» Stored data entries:
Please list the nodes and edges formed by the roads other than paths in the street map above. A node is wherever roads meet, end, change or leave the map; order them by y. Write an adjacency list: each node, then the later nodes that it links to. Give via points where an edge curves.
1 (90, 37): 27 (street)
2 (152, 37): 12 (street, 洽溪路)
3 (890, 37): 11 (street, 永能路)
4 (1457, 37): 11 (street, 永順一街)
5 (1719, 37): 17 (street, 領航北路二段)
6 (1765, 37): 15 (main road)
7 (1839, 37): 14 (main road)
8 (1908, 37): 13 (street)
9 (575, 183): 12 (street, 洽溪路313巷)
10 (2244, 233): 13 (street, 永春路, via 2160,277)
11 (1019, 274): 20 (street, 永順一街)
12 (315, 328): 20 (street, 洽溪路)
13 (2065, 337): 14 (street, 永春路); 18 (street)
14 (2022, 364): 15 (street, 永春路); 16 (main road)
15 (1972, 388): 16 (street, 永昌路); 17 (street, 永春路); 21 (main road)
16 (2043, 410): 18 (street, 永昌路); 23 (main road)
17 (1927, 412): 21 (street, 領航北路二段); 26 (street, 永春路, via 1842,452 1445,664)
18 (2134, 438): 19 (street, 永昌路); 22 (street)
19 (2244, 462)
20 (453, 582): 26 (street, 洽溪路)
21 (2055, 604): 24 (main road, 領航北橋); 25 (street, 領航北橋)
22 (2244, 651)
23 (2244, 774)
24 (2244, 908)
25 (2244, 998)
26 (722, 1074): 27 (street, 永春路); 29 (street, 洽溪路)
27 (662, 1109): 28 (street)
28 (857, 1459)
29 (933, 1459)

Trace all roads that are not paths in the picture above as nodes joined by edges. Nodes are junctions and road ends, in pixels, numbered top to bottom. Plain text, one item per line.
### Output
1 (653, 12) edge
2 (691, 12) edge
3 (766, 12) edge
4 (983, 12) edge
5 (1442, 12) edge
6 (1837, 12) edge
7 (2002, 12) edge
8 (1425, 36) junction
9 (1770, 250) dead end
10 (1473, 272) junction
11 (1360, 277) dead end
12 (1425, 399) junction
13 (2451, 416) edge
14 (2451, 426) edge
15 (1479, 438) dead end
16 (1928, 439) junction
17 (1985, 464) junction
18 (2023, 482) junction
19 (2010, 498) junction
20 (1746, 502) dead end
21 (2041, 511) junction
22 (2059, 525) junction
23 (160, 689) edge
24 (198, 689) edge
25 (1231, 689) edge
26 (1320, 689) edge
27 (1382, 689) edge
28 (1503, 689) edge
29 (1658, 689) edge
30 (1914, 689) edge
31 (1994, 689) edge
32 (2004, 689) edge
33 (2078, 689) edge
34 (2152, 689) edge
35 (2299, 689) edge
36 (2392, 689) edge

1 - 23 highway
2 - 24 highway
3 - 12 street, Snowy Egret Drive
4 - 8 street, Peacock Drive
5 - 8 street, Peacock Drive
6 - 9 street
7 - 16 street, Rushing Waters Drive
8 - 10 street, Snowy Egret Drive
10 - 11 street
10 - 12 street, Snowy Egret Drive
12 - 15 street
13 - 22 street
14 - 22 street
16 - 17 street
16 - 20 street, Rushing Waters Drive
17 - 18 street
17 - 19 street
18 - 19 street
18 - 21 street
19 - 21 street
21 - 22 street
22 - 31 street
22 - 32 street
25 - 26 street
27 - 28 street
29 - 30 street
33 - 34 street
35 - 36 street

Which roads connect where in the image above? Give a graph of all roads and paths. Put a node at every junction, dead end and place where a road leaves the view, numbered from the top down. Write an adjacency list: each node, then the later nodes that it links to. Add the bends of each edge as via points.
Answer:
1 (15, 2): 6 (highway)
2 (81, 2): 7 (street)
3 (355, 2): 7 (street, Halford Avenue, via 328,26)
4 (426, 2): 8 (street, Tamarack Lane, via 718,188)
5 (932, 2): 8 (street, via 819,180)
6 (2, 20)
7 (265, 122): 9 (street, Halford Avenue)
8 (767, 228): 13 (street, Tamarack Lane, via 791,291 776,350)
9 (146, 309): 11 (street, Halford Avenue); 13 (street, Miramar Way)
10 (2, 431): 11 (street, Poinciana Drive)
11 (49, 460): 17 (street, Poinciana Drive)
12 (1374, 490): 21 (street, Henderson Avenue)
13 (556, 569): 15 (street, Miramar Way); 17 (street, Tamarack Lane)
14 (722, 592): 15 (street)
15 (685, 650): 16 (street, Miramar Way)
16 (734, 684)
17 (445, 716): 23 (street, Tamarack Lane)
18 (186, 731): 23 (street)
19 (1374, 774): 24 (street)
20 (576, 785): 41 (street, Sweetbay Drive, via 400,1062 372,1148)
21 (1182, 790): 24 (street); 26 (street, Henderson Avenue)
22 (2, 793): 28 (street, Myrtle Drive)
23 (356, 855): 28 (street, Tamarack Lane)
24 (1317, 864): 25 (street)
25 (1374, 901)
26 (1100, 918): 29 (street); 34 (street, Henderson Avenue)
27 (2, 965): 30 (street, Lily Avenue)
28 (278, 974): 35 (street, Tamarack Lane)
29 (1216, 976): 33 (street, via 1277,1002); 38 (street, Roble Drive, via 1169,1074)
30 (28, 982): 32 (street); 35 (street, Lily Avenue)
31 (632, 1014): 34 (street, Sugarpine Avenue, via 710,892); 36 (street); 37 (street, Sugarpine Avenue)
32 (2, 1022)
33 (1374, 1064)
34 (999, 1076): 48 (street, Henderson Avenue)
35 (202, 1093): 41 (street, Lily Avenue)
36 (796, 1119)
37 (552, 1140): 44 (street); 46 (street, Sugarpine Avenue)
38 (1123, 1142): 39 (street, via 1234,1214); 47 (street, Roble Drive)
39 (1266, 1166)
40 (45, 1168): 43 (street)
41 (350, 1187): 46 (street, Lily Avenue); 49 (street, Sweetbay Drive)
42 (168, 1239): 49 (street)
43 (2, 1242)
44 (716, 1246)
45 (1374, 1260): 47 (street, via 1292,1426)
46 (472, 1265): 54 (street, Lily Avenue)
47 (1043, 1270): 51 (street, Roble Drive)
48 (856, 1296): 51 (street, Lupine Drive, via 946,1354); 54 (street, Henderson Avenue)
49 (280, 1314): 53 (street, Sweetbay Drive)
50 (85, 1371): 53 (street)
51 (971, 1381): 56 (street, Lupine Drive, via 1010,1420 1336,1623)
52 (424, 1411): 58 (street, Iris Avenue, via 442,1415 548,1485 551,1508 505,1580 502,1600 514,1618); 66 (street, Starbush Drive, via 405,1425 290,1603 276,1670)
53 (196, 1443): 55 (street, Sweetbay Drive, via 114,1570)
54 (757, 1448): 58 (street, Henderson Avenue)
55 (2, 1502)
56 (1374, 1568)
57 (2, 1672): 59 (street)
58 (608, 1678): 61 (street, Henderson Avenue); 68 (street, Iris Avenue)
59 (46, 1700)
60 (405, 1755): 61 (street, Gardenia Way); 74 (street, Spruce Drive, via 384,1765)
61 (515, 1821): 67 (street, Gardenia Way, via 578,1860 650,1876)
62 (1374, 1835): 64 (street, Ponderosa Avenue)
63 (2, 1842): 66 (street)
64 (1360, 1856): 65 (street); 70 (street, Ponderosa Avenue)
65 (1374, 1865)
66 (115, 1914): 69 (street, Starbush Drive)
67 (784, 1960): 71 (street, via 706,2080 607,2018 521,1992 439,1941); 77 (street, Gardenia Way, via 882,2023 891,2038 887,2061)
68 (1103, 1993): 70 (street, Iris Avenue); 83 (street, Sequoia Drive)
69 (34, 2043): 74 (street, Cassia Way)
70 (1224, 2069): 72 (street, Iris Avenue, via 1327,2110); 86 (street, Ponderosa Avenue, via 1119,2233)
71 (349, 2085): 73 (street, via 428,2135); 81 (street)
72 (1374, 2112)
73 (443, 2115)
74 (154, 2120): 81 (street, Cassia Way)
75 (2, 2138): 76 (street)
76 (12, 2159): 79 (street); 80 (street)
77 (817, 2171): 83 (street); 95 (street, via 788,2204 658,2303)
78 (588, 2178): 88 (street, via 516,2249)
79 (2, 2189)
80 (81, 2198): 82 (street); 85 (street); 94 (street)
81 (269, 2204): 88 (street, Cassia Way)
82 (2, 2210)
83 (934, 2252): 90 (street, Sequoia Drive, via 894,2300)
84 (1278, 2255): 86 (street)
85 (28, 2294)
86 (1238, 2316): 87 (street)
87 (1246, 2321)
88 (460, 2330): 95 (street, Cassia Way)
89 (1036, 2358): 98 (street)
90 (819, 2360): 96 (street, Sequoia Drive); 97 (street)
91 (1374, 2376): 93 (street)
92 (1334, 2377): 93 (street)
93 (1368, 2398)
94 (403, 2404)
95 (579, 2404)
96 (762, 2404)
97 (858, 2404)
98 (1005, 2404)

» Description of the task: Output exactly the span of lines beginning at the first line of the records and ending at the line that holds "Trace all roads", inclusive, with no other text.

» Your response:
Please list the nodes and edges formed by the roads other than paths in the street map above. A node is wherever roads meet, end, change or leave the map; order them by y. Write an adjacency list: each node, then the later nodes that it links to. Give via points where an edge curves.
1 (90, 37): 27 (street)
2 (152, 37): 12 (street, 洽溪路)
3 (890, 37): 11 (street, 永能路)
4 (1457, 37): 11 (street, 永順一街)
5 (1719, 37): 17 (street, 領航北路二段)
6 (1765, 37): 15 (main road)
7 (1839, 37): 14 (main road)
8 (1908, 37): 13 (street)
9 (575, 183): 12 (street, 洽溪路313巷)
10 (2244, 233): 13 (street, 永春路, via 2160,277)
11 (1019, 274): 20 (street, 永順一街)
12 (315, 328): 20 (street, 洽溪路)
13 (2065, 337): 14 (street, 永春路); 18 (street)
14 (2022, 364): 15 (street, 永春路); 16 (main road)
15 (1972, 388): 16 (street, 永昌路); 17 (street, 永春路); 21 (main road)
16 (2043, 410): 18 (street, 永昌路); 23 (main road)
17 (1927, 412): 21 (street, 領航北路二段); 26 (street, 永春路, via 1842,452 1445,664)
18 (2134, 438): 19 (street, 永昌路); 22 (street)
19 (2244, 462)
20 (453, 582): 26 (street, 洽溪路)
21 (2055, 604): 24 (main road, 領航北橋); 25 (street, 領航北橋)
22 (2244, 651)
23 (2244, 774)
24 (2244, 908)
25 (2244, 998)
26 (722, 1074): 27 (street, 永春路); 29 (street, 洽溪路)
27 (662, 1109): 28 (street)
28 (857, 1459)
29 (933, 1459)

Trace all roads that are not paths in the picture above as nodes joined by edges. Nodes are junctions and road ends, in pixels, numbered top to bottom. Plain text, one item per line.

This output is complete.